START EXERCISE MATERIAL

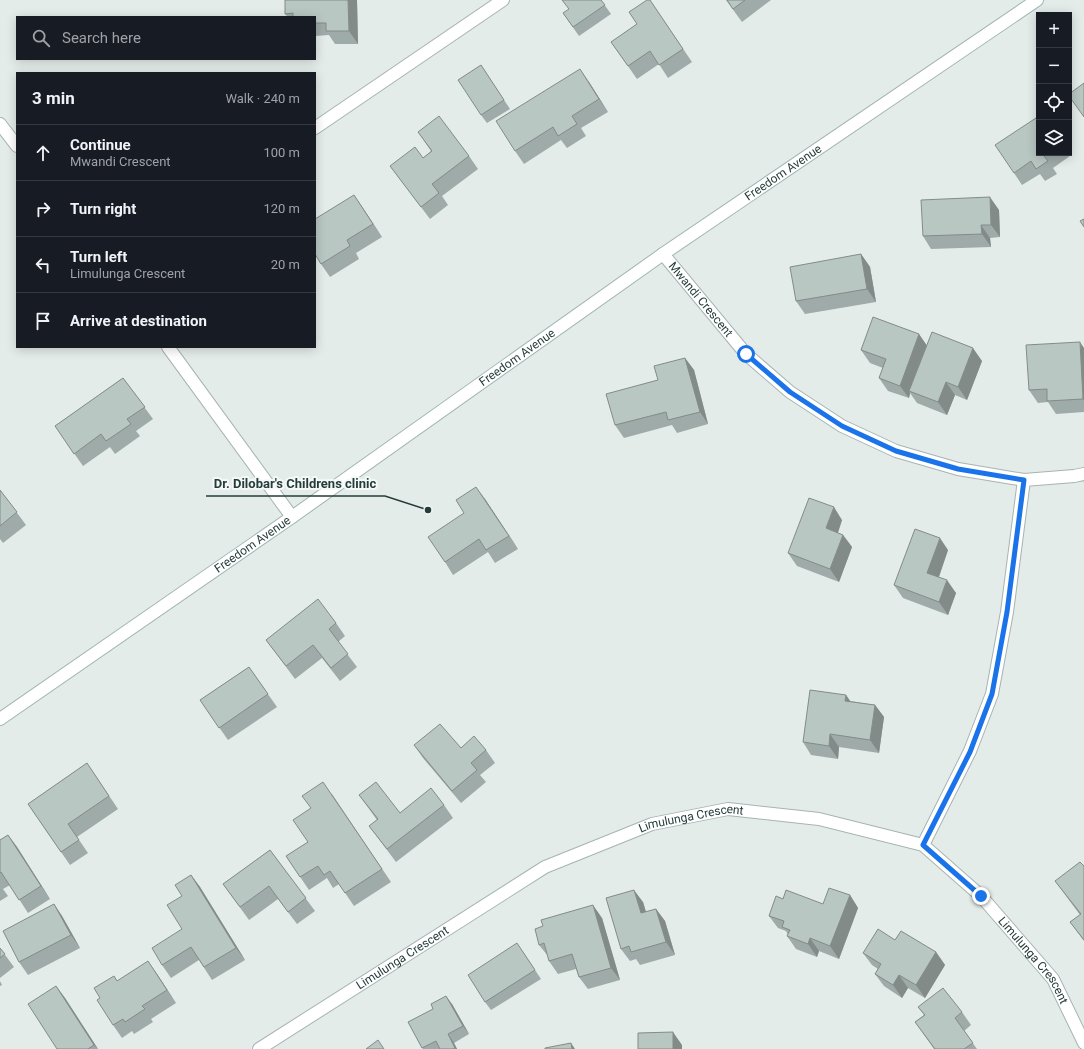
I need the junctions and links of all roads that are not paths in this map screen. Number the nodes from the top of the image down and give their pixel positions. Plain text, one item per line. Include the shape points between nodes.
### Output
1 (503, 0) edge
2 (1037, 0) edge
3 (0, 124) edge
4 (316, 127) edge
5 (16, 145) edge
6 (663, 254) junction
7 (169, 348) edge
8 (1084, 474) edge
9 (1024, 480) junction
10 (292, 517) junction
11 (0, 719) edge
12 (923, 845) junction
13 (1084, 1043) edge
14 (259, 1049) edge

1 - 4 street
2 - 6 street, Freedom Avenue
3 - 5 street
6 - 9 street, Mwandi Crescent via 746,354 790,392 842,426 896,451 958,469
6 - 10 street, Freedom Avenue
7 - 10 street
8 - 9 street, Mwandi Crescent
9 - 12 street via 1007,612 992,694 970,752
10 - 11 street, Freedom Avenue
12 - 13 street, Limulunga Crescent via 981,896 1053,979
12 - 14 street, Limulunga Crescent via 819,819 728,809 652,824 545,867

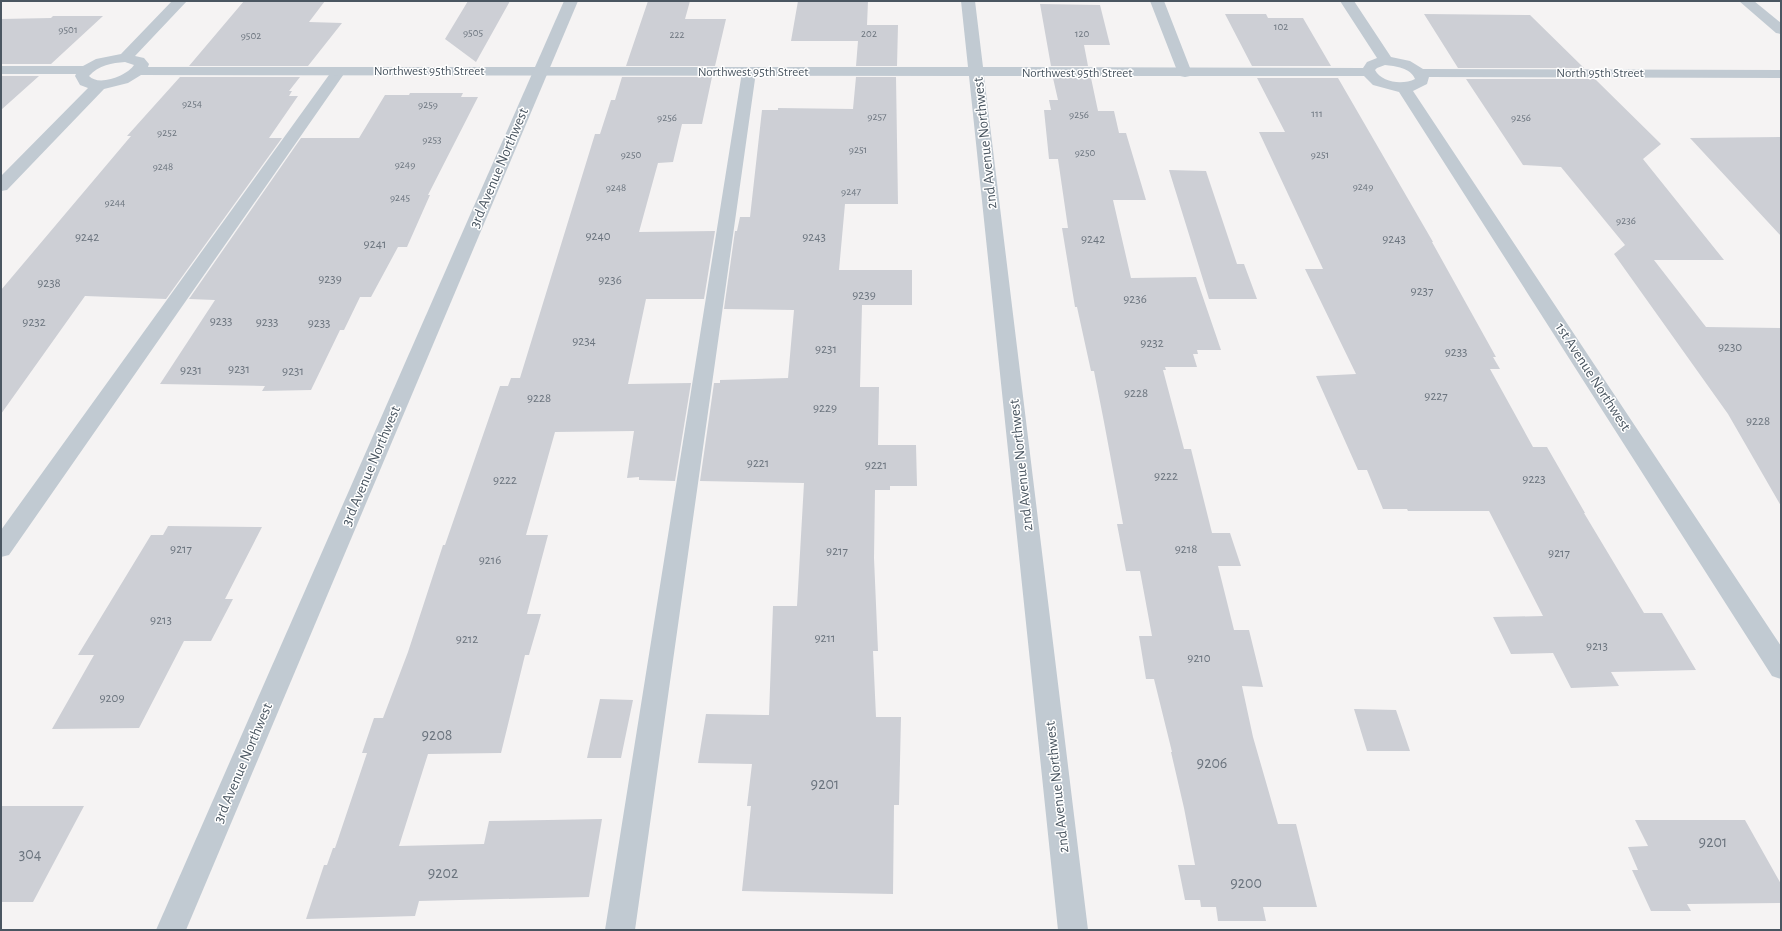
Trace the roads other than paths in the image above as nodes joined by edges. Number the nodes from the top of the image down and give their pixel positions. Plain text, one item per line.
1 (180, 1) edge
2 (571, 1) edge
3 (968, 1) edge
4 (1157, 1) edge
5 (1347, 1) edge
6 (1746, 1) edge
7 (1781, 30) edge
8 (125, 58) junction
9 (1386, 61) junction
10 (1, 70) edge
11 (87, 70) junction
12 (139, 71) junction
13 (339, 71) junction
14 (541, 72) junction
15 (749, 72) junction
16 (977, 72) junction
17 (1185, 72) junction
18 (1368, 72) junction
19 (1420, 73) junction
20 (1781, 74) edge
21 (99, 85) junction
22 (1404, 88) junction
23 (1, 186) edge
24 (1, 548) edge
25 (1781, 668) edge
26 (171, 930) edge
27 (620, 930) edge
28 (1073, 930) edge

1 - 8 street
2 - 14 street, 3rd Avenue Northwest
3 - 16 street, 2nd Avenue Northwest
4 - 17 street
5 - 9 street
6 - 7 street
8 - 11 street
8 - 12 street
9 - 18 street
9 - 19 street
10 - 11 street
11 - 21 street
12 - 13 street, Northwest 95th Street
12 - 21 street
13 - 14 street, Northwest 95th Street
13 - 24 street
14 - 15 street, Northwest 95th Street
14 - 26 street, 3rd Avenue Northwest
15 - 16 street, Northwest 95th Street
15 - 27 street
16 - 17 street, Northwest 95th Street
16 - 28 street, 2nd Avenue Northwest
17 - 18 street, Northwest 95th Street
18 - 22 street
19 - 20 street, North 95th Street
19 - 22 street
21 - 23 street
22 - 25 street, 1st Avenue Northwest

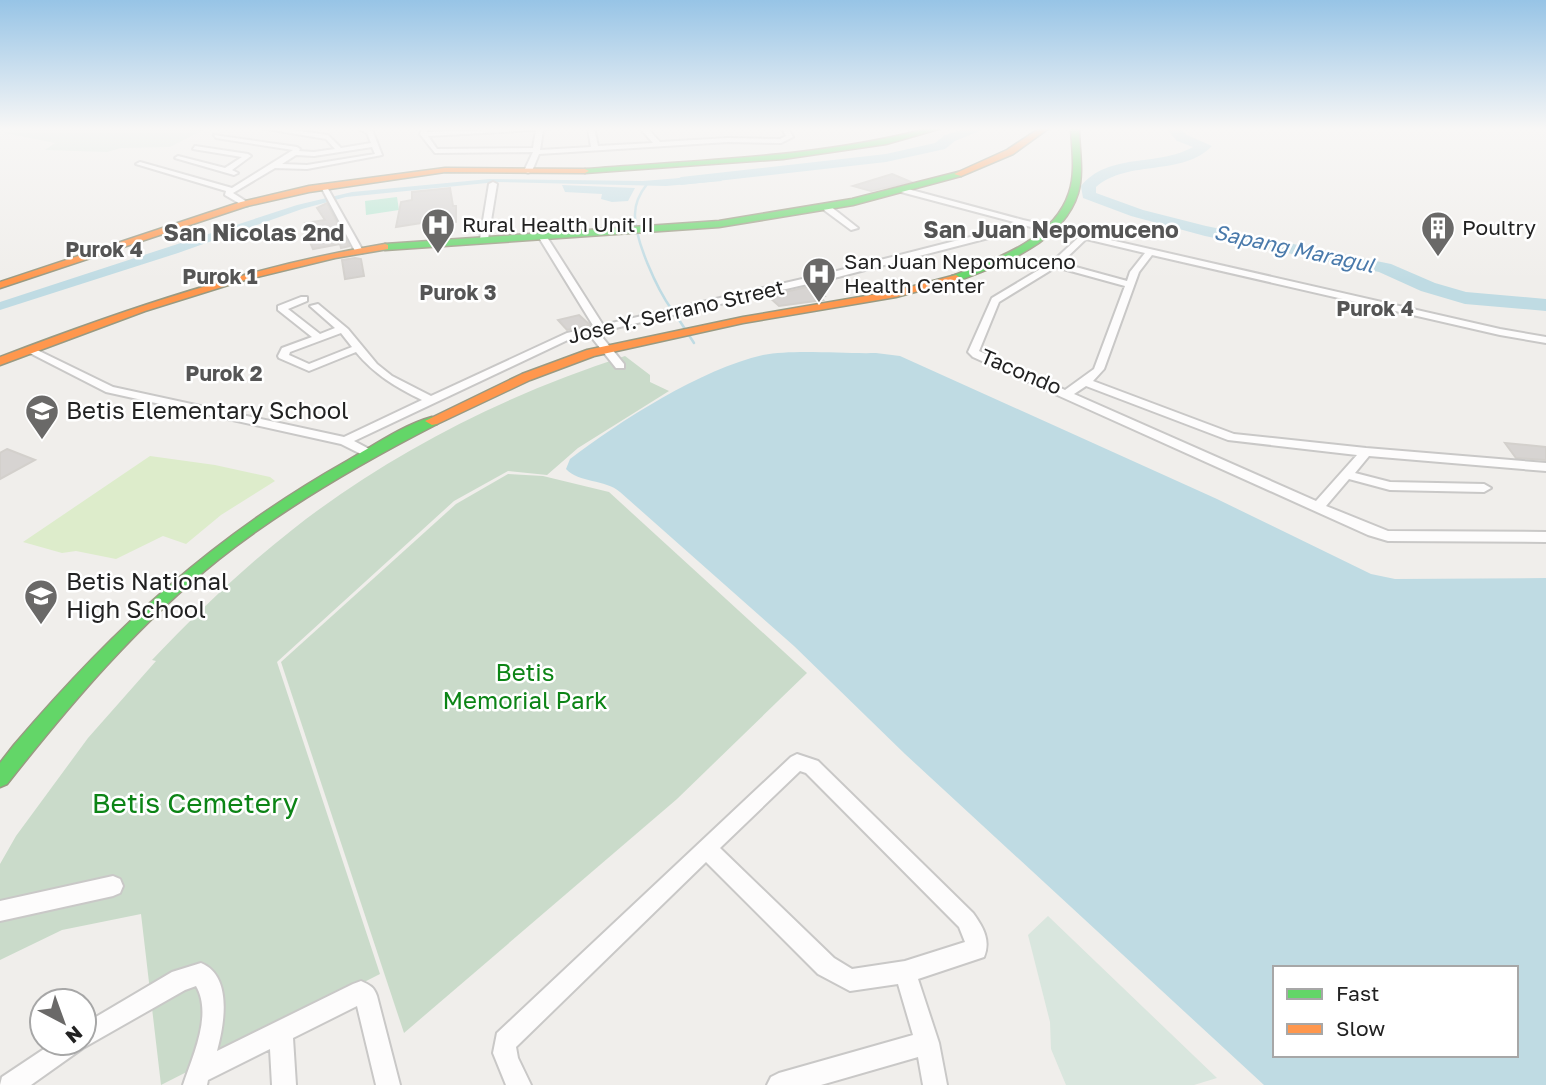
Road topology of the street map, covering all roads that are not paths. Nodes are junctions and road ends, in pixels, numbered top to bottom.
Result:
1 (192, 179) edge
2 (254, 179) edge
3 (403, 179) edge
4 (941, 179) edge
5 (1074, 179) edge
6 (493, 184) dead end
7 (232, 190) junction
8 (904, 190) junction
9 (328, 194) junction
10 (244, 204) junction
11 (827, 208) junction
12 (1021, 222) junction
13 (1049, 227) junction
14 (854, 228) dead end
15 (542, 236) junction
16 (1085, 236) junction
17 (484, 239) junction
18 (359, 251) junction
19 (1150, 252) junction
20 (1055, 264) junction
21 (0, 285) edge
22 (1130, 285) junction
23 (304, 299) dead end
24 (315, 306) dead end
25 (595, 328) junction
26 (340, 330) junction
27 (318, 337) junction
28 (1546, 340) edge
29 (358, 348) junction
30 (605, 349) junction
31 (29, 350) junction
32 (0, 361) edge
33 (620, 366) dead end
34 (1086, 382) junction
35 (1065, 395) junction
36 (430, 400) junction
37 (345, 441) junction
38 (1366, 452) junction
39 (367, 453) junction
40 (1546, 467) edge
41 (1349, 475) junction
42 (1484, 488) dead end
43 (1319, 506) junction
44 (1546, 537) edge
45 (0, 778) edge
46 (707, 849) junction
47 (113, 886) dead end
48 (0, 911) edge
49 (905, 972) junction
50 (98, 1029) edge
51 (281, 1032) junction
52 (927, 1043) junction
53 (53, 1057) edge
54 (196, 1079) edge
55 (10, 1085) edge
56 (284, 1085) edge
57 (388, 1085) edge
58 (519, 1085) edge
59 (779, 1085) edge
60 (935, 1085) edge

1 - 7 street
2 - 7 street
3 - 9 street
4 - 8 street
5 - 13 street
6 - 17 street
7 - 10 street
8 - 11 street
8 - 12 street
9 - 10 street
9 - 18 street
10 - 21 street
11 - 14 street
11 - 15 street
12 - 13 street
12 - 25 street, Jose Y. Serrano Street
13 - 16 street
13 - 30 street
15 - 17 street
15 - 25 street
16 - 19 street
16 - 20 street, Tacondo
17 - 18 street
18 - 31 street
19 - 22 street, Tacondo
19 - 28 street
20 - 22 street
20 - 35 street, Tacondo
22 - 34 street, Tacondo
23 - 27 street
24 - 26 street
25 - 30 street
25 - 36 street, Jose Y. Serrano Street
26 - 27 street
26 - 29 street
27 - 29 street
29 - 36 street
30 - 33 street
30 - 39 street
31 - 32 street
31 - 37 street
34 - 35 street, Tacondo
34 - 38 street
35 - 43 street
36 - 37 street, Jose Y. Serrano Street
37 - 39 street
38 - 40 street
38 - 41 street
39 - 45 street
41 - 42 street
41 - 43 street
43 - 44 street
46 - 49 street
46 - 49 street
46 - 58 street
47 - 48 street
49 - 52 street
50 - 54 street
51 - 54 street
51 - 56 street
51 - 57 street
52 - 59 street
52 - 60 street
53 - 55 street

END EXERCISE MATERIAL

**WHAT TO PRODUCE**
Set the entries down again exactly. Do not include the images.

**ANSWER FOR THE TASK**
I need the junctions and links of all roads that are not paths in this map screen. Number the nodes from the top of the image down and give their pixel positions. Plain text, one item per line. Include the shape points between nodes.
### Output
1 (503, 0) edge
2 (1037, 0) edge
3 (0, 124) edge
4 (316, 127) edge
5 (16, 145) edge
6 (663, 254) junction
7 (169, 348) edge
8 (1084, 474) edge
9 (1024, 480) junction
10 (292, 517) junction
11 (0, 719) edge
12 (923, 845) junction
13 (1084, 1043) edge
14 (259, 1049) edge

1 - 4 street
2 - 6 street, Freedom Avenue
3 - 5 street
6 - 9 street, Mwandi Crescent via 746,354 790,392 842,426 896,451 958,469
6 - 10 street, Freedom Avenue
7 - 10 street
8 - 9 street, Mwandi Crescent
9 - 12 street via 1007,612 992,694 970,752
10 - 11 street, Freedom Avenue
12 - 13 street, Limulunga Crescent via 981,896 1053,979
12 - 14 street, Limulunga Crescent via 819,819 728,809 652,824 545,867

Trace the roads other than paths in the image above as nodes joined by edges. Number the nodes from the top of the image down and give their pixel positions. Plain text, one item per line.
1 (180, 1) edge
2 (571, 1) edge
3 (968, 1) edge
4 (1157, 1) edge
5 (1347, 1) edge
6 (1746, 1) edge
7 (1781, 30) edge
8 (125, 58) junction
9 (1386, 61) junction
10 (1, 70) edge
11 (87, 70) junction
12 (139, 71) junction
13 (339, 71) junction
14 (541, 72) junction
15 (749, 72) junction
16 (977, 72) junction
17 (1185, 72) junction
18 (1368, 72) junction
19 (1420, 73) junction
20 (1781, 74) edge
21 (99, 85) junction
22 (1404, 88) junction
23 (1, 186) edge
24 (1, 548) edge
25 (1781, 668) edge
26 (171, 930) edge
27 (620, 930) edge
28 (1073, 930) edge

1 - 8 street
2 - 14 street, 3rd Avenue Northwest
3 - 16 street, 2nd Avenue Northwest
4 - 17 street
5 - 9 street
6 - 7 street
8 - 11 street
8 - 12 street
9 - 18 street
9 - 19 street
10 - 11 street
11 - 21 street
12 - 13 street, Northwest 95th Street
12 - 21 street
13 - 14 street, Northwest 95th Street
13 - 24 street
14 - 15 street, Northwest 95th Street
14 - 26 street, 3rd Avenue Northwest
15 - 16 street, Northwest 95th Street
15 - 27 street
16 - 17 street, Northwest 95th Street
16 - 28 street, 2nd Avenue Northwest
17 - 18 street, Northwest 95th Street
18 - 22 street
19 - 20 street, North 95th Street
19 - 22 street
21 - 23 street
22 - 25 street, 1st Avenue Northwest

Road topology of the street map, covering all roads that are not paths. Nodes are junctions and road ends, in pixels, numbered top to bottom.
Result:
1 (192, 179) edge
2 (254, 179) edge
3 (403, 179) edge
4 (941, 179) edge
5 (1074, 179) edge
6 (493, 184) dead end
7 (232, 190) junction
8 (904, 190) junction
9 (328, 194) junction
10 (244, 204) junction
11 (827, 208) junction
12 (1021, 222) junction
13 (1049, 227) junction
14 (854, 228) dead end
15 (542, 236) junction
16 (1085, 236) junction
17 (484, 239) junction
18 (359, 251) junction
19 (1150, 252) junction
20 (1055, 264) junction
21 (0, 285) edge
22 (1130, 285) junction
23 (304, 299) dead end
24 (315, 306) dead end
25 (595, 328) junction
26 (340, 330) junction
27 (318, 337) junction
28 (1546, 340) edge
29 (358, 348) junction
30 (605, 349) junction
31 (29, 350) junction
32 (0, 361) edge
33 (620, 366) dead end
34 (1086, 382) junction
35 (1065, 395) junction
36 (430, 400) junction
37 (345, 441) junction
38 (1366, 452) junction
39 (367, 453) junction
40 (1546, 467) edge
41 (1349, 475) junction
42 (1484, 488) dead end
43 (1319, 506) junction
44 (1546, 537) edge
45 (0, 778) edge
46 (707, 849) junction
47 (113, 886) dead end
48 (0, 911) edge
49 (905, 972) junction
50 (98, 1029) edge
51 (281, 1032) junction
52 (927, 1043) junction
53 (53, 1057) edge
54 (196, 1079) edge
55 (10, 1085) edge
56 (284, 1085) edge
57 (388, 1085) edge
58 (519, 1085) edge
59 (779, 1085) edge
60 (935, 1085) edge

1 - 7 street
2 - 7 street
3 - 9 street
4 - 8 street
5 - 13 street
6 - 17 street
7 - 10 street
8 - 11 street
8 - 12 street
9 - 10 street
9 - 18 street
10 - 21 street
11 - 14 street
11 - 15 street
12 - 13 street
12 - 25 street, Jose Y. Serrano Street
13 - 16 street
13 - 30 street
15 - 17 street
15 - 25 street
16 - 19 street
16 - 20 street, Tacondo
17 - 18 street
18 - 31 street
19 - 22 street, Tacondo
19 - 28 street
20 - 22 street
20 - 35 street, Tacondo
22 - 34 street, Tacondo
23 - 27 street
24 - 26 street
25 - 30 street
25 - 36 street, Jose Y. Serrano Street
26 - 27 street
26 - 29 street
27 - 29 street
29 - 36 street
30 - 33 street
30 - 39 street
31 - 32 street
31 - 37 street
34 - 35 street, Tacondo
34 - 38 street
35 - 43 street
36 - 37 street, Jose Y. Serrano Street
37 - 39 street
38 - 40 street
38 - 41 street
39 - 45 street
41 - 42 street
41 - 43 street
43 - 44 street
46 - 49 street
46 - 49 street
46 - 58 street
47 - 48 street
49 - 52 street
50 - 54 street
51 - 54 street
51 - 56 street
51 - 57 street
52 - 59 street
52 - 60 street
53 - 55 street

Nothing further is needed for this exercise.